── Records supplied
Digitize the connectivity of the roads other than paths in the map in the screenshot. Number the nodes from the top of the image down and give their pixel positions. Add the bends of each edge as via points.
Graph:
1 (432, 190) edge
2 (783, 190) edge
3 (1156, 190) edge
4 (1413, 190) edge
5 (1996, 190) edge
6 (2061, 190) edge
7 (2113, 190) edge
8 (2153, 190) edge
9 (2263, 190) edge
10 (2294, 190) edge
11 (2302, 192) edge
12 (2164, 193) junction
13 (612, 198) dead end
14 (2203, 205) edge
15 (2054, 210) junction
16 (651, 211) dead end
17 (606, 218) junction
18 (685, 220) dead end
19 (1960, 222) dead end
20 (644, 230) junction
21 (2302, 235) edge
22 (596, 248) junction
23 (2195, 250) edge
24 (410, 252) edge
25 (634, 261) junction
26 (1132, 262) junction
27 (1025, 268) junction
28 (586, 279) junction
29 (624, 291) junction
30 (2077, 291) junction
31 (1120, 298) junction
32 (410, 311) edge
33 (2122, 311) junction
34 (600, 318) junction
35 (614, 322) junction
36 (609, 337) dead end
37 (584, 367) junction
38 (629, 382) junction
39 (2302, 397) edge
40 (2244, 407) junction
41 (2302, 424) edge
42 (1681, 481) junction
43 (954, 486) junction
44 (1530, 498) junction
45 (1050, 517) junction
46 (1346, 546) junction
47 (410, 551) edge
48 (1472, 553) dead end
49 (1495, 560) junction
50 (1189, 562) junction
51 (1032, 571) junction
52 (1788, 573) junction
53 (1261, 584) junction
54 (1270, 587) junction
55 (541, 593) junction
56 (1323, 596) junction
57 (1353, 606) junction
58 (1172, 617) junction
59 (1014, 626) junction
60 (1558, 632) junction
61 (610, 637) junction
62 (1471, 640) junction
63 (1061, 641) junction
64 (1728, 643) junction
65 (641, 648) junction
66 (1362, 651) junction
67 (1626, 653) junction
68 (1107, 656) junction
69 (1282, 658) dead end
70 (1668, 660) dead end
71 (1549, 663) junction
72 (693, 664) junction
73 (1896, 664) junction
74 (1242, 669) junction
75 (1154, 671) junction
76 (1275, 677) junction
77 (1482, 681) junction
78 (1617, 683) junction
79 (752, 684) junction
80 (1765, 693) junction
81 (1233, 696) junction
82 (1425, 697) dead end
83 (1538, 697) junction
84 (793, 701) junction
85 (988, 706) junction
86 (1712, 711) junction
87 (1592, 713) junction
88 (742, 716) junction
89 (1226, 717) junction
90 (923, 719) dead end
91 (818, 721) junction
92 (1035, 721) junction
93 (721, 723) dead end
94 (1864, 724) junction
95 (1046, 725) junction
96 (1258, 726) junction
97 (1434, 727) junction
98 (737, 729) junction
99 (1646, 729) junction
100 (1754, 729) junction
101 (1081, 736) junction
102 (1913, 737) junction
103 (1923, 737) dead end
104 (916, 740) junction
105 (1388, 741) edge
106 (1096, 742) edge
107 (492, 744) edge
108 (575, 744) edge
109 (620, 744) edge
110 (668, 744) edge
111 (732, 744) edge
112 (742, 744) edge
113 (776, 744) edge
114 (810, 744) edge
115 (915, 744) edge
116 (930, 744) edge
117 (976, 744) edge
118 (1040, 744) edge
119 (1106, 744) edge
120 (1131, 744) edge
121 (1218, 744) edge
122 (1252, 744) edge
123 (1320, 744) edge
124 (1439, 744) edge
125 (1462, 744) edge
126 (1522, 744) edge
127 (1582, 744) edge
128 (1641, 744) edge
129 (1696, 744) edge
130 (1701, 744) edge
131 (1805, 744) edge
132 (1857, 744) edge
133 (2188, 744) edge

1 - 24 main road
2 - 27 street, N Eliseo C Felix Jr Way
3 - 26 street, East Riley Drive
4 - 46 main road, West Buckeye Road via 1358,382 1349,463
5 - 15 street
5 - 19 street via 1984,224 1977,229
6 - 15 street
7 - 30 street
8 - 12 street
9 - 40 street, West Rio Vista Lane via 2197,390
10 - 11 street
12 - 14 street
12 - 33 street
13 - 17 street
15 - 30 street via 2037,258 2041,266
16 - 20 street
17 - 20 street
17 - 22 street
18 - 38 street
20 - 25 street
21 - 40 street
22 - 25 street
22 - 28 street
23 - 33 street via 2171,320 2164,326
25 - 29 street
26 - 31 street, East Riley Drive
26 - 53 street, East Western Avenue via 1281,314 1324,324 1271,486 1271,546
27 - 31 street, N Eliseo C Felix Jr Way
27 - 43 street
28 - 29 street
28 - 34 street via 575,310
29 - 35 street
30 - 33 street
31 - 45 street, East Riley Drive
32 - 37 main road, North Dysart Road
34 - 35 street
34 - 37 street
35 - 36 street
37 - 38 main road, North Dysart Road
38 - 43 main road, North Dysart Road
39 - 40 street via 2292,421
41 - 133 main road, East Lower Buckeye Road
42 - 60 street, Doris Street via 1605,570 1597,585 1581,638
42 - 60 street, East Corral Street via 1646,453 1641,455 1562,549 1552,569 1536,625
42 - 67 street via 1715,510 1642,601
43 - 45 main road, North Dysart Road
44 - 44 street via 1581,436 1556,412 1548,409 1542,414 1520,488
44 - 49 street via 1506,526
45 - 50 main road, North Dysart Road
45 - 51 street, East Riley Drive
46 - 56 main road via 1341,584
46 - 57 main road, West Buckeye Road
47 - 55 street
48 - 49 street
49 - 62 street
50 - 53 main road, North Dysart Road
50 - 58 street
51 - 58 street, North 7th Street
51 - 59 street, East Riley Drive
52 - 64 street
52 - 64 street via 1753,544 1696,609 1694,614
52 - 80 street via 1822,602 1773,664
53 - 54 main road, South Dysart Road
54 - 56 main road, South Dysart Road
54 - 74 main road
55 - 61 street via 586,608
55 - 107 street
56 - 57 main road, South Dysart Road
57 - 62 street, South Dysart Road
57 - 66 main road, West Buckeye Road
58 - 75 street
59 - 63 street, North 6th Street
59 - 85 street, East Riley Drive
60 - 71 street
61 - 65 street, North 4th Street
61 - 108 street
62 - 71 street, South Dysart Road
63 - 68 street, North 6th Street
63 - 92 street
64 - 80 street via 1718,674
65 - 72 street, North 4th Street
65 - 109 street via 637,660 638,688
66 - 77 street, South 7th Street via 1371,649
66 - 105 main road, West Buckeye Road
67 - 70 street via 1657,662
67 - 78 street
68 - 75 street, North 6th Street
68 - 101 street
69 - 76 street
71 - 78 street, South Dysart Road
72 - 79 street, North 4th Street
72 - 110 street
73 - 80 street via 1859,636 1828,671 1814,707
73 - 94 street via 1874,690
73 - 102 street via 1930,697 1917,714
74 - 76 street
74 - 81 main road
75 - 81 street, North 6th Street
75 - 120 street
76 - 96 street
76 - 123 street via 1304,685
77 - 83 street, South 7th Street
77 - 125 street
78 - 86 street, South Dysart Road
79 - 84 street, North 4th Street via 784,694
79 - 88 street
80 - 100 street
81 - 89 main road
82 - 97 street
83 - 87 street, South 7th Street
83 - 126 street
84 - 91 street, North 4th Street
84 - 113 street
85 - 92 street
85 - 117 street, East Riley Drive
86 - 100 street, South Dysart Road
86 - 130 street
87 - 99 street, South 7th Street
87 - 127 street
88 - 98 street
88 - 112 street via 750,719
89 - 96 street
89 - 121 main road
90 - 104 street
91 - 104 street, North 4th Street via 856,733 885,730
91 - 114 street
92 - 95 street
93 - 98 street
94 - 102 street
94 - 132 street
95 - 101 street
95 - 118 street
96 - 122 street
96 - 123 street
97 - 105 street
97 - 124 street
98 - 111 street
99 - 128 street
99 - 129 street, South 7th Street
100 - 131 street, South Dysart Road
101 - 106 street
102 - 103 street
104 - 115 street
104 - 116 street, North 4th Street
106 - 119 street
────
_Aim of the task_
Gather all lines with the string "Felix" from the data.

_Answer space_
2 - 27 street, N Eliseo C Felix Jr Way
27 - 31 street, N Eliseo C Felix Jr Way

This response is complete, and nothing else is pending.